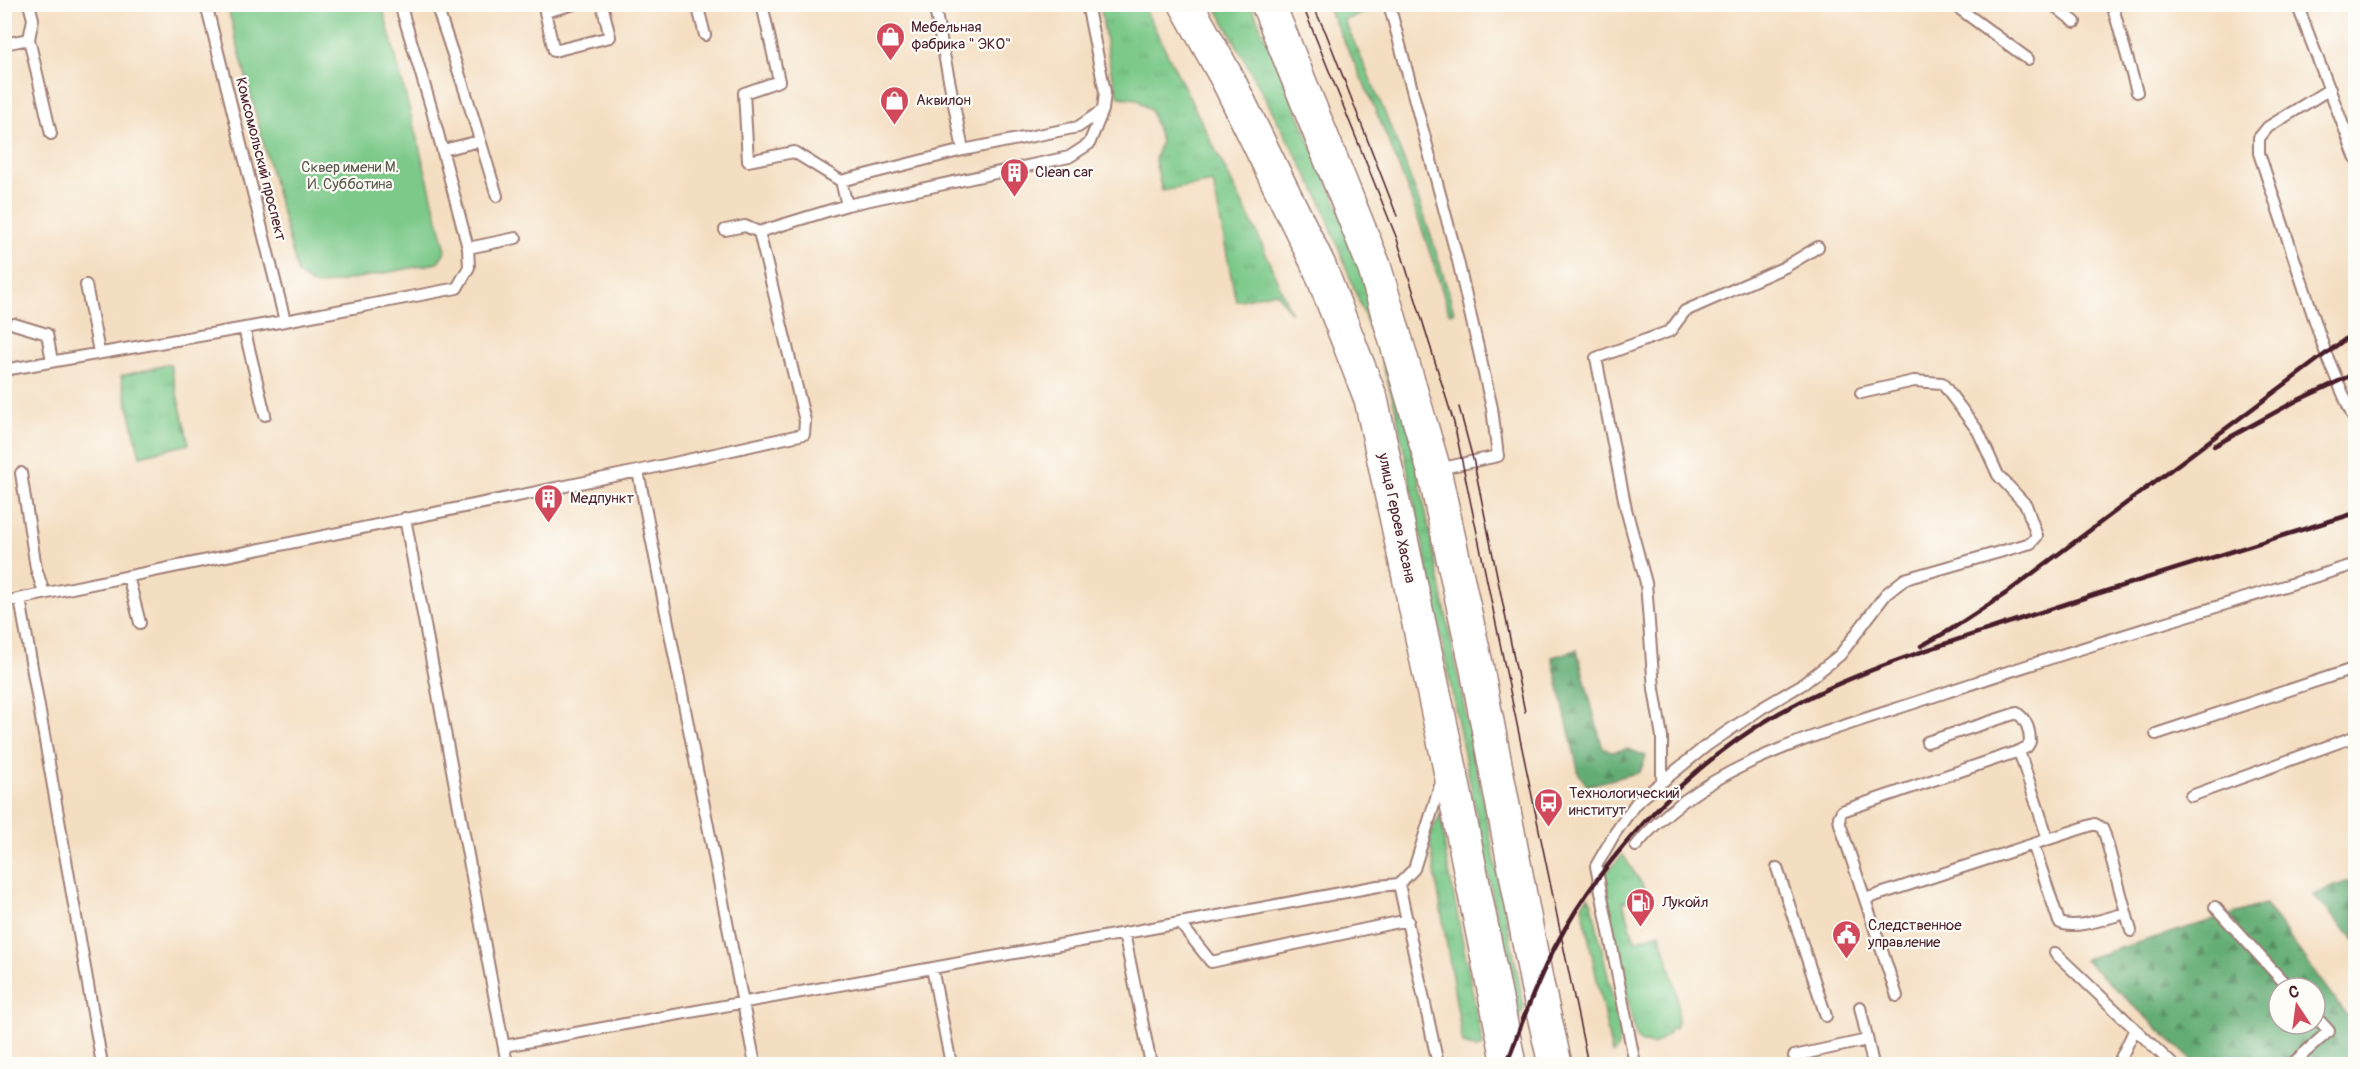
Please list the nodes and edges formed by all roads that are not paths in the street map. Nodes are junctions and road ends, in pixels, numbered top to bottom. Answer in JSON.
{"nodes":[{"id":1,"x":29,"y":4,"type":"edge"},
{"id":2,"x":206,"y":4,"type":"edge"},
{"id":3,"x":400,"y":4,"type":"edge"},
{"id":4,"x":436,"y":4,"type":"edge"},
{"id":5,"x":575,"y":4,"type":"edge"},
{"id":6,"x":602,"y":4,"type":"edge"},
{"id":7,"x":698,"y":4,"type":"edge"},
{"id":8,"x":762,"y":4,"type":"edge"},
{"id":9,"x":934,"y":4,"type":"edge"},
{"id":10,"x":1087,"y":4,"type":"edge"},
{"id":11,"x":1186,"y":4,"type":"edge"},
{"id":12,"x":1268,"y":4,"type":"edge"},
{"id":13,"x":1389,"y":4,"type":"edge"},
{"id":14,"x":1953,"y":4,"type":"edge"},
{"id":15,"x":2052,"y":4,"type":"edge"},
{"id":16,"x":2112,"y":4,"type":"edge"},
{"id":17,"x":2297,"y":4,"type":"edge"},
{"id":18,"x":2075,"y":22,"type":"dead end"},
{"id":19,"x":705,"y":35,"type":"dead end"},
{"id":20,"x":29,"y":39,"type":"junction"},
{"id":21,"x":4,"y":44,"type":"edge"},
{"id":22,"x":2028,"y":59,"type":"dead end"},
{"id":23,"x":2330,"y":89,"type":"junction"},
{"id":24,"x":2137,"y":92,"type":"dead end"},
{"id":25,"x":1103,"y":110,"type":"junction"},
{"id":26,"x":51,"y":134,"type":"dead end"},
{"id":27,"x":480,"y":141,"type":"junction"},
{"id":28,"x":443,"y":150,"type":"junction"},
{"id":29,"x":963,"y":150,"type":"junction"},
{"id":30,"x":2355,"y":159,"type":"edge"},
{"id":31,"x":841,"y":181,"type":"junction"},
{"id":32,"x":497,"y":196,"type":"dead end"},
{"id":33,"x":847,"y":205,"type":"junction"},
{"id":34,"x":724,"y":230,"type":"dead end"},
{"id":35,"x":759,"y":232,"type":"junction"},
{"id":36,"x":516,"y":238,"type":"dead end"},
{"id":37,"x":1818,"y":247,"type":"dead end"},
{"id":38,"x":468,"y":248,"type":"junction"},
{"id":39,"x":86,"y":285,"type":"dead end"},
{"id":40,"x":285,"y":321,"type":"junction"},
{"id":41,"x":14,"y":324,"type":"dead end"},
{"id":42,"x":244,"y":328,"type":"junction"},
{"id":43,"x":99,"y":352,"type":"junction"},
{"id":44,"x":52,"y":361,"type":"junction"},
{"id":45,"x":4,"y":370,"type":"edge"},
{"id":46,"x":1861,"y":393,"type":"dead end"},
{"id":47,"x":265,"y":416,"type":"dead end"},
{"id":48,"x":2355,"y":424,"type":"edge"},
{"id":49,"x":1434,"y":470,"type":"junction"},
{"id":50,"x":638,"y":471,"type":"junction"},
{"id":51,"x":21,"y":473,"type":"dead end"},
{"id":52,"x":405,"y":518,"type":"junction"},
{"id":53,"x":2355,"y":564,"type":"edge"},
{"id":54,"x":128,"y":576,"type":"junction"},
{"id":55,"x":44,"y":593,"type":"junction"},
{"id":56,"x":20,"y":599,"type":"junction"},
{"id":57,"x":4,"y":602,"type":"edge"},
{"id":58,"x":140,"y":623,"type":"dead end"},
{"id":59,"x":2355,"y":668,"type":"edge"},
{"id":60,"x":2156,"y":734,"type":"dead end"},
{"id":61,"x":2355,"y":736,"type":"edge"},
{"id":62,"x":1927,"y":742,"type":"dead end"},
{"id":63,"x":2019,"y":751,"type":"junction"},
{"id":64,"x":1448,"y":759,"type":"junction"},
{"id":65,"x":1662,"y":782,"type":"junction"},
{"id":66,"x":2191,"y":796,"type":"dead end"},
{"id":67,"x":2048,"y":839,"type":"junction"},
{"id":68,"x":2033,"y":844,"type":"junction"},
{"id":69,"x":1636,"y":846,"type":"dead end"},
{"id":70,"x":1777,"y":868,"type":"dead end"},
{"id":71,"x":1399,"y":884,"type":"junction"},
{"id":72,"x":1865,"y":899,"type":"junction"},
{"id":73,"x":2215,"y":907,"type":"dead end"},
{"id":74,"x":2126,"y":913,"type":"junction"},
{"id":75,"x":1408,"y":920,"type":"junction"},
{"id":76,"x":1180,"y":923,"type":"junction"},
{"id":77,"x":2131,"y":931,"type":"dead end"},
{"id":78,"x":1124,"y":933,"type":"junction"},
{"id":79,"x":2055,"y":952,"type":"dead end"},
{"id":80,"x":932,"y":968,"type":"junction"},
{"id":81,"x":2278,"y":976,"type":"edge"},
{"id":82,"x":1897,"y":996,"type":"dead end"},
{"id":83,"x":743,"y":1003,"type":"junction"},
{"id":84,"x":1860,"y":1007,"type":"dead end"},
{"id":85,"x":1826,"y":1016,"type":"dead end"},
{"id":86,"x":2135,"y":1029,"type":"junction"},
{"id":87,"x":2324,"y":1036,"type":"edge"},
{"id":88,"x":1867,"y":1040,"type":"junction"},
{"id":89,"x":504,"y":1046,"type":"junction"},
{"id":90,"x":1794,"y":1056,"type":"dead end"},
{"id":91,"x":102,"y":1065,"type":"edge"},
{"id":92,"x":507,"y":1065,"type":"edge"},
{"id":93,"x":755,"y":1065,"type":"edge"},
{"id":94,"x":951,"y":1065,"type":"edge"},
{"id":95,"x":1151,"y":1065,"type":"edge"},
{"id":96,"x":1438,"y":1065,"type":"edge"},
{"id":97,"x":1509,"y":1065,"type":"edge"},
{"id":98,"x":1555,"y":1065,"type":"edge"},
{"id":99,"x":1635,"y":1065,"type":"edge"},
{"id":100,"x":1873,"y":1065,"type":"edge"},
{"id":101,"x":2118,"y":1065,"type":"edge"},
{"id":102,"x":2172,"y":1065,"type":"edge"},
{"id":103,"x":2292,"y":1065,"type":"edge"}],
"edges":[{"from":1,"to":20,"type":"lane"},
{"from":2,"to":40,"type":"lane","name":"Комсомольский проспект"},
{"from":3,"to":28,"type":"lane"},
{"from":4,"to":27,"type":"lane"},
{"from":5,"to":6,"type":"lane"},
{"from":7,"to":19,"type":"lane"},
{"from":8,"to":31,"type":"lane"},
{"from":9,"to":29,"type":"lane"},
{"from":10,"to":25,"type":"lane"},
{"from":11,"to":64,"type":"main road","name":"улица Героев Хасана"},
{"from":12,"to":49,"type":"main road"},
{"from":13,"to":49,"type":"lane"},
{"from":14,"to":22,"type":"lane"},
{"from":15,"to":18,"type":"lane"},
{"from":16,"to":24,"type":"lane"},
{"from":17,"to":23,"type":"lane"},
{"from":20,"to":21,"type":"lane"},
{"from":20,"to":26,"type":"lane"},
{"from":23,"to":30,"type":"lane"},
{"from":23,"to":48,"type":"lane"},
{"from":25,"to":29,"type":"lane"},
{"from":25,"to":33,"type":"lane"},
{"from":27,"to":28,"type":"lane"},
{"from":27,"to":32,"type":"lane"},
{"from":28,"to":38,"type":"lane"},
{"from":29,"to":31,"type":"lane"},
{"from":31,"to":33,"type":"lane"},
{"from":33,"to":35,"type":"lane"},
{"from":34,"to":35,"type":"lane"},
{"from":35,"to":50,"type":"lane"},
{"from":36,"to":38,"type":"lane"},
{"from":37,"to":65,"type":"lane"},
{"from":38,"to":40,"type":"lane"},
{"from":39,"to":43,"type":"lane"},
{"from":40,"to":42,"type":"lane"},
{"from":41,"to":44,"type":"lane"},
{"from":42,"to":43,"type":"lane"},
{"from":42,"to":47,"type":"lane"},
{"from":43,"to":44,"type":"lane"},
{"from":44,"to":45,"type":"lane"},
{"from":46,"to":65,"type":"lane"},
{"from":49,"to":98,"type":"main road"},
{"from":50,"to":52,"type":"lane"},
{"from":50,"to":83,"type":"lane"},
{"from":51,"to":55,"type":"lane"},
{"from":52,"to":54,"type":"lane"},
{"from":52,"to":89,"type":"lane"},
{"from":53,"to":69,"type":"lane"},
{"from":54,"to":55,"type":"lane"},
{"from":54,"to":58,"type":"lane"},
{"from":55,"to":56,"type":"lane"},
{"from":56,"to":57,"type":"lane"},
{"from":56,"to":91,"type":"lane"},
{"from":59,"to":60,"type":"lane"},
{"from":61,"to":66,"type":"lane"},
{"from":62,"to":63,"type":"lane"},
{"from":63,"to":67,"type":"lane"},
{"from":63,"to":72,"type":"lane"},
{"from":64,"to":71,"type":"lane"},
{"from":64,"to":97,"type":"main road","name":"улица Героев Хасана"},
{"from":65,"to":99,"type":"lane"},
{"from":67,"to":68,"type":"lane"},
{"from":67,"to":74,"type":"lane"},
{"from":68,"to":72,"type":"lane"},
{"from":68,"to":74,"type":"lane"},
{"from":70,"to":85,"type":"lane"},
{"from":71,"to":75,"type":"lane"},
{"from":71,"to":76,"type":"lane"},
{"from":72,"to":82,"type":"lane"},
{"from":73,"to":81,"type":"lane"},
{"from":74,"to":77,"type":"lane"},
{"from":75,"to":76,"type":"lane"},
{"from":75,"to":96,"type":"lane"},
{"from":76,"to":78,"type":"lane"},
{"from":78,"to":80,"type":"lane"},
{"from":78,"to":95,"type":"lane"},
{"from":79,"to":86,"type":"lane"},
{"from":80,"to":83,"type":"lane"},
{"from":80,"to":94,"type":"lane"},
{"from":83,"to":89,"type":"lane"},
{"from":83,"to":93,"type":"lane"},
{"from":84,"to":88,"type":"lane"},
{"from":86,"to":101,"type":"lane"},
{"from":86,"to":102,"type":"lane"},
{"from":87,"to":103,"type":"lane"},
{"from":88,"to":90,"type":"lane"},
{"from":88,"to":100,"type":"lane"},
{"from":89,"to":92,"type":"lane"}]}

● The problem
Whenever the word "улица" shows up in a line of the entries, copy that line.

● Written solution
{"from":11,"to":64,"type":"main road","name":"улица Героев Хасана"},
{"from":64,"to":97,"type":"main road","name":"улица Героев Хасана"},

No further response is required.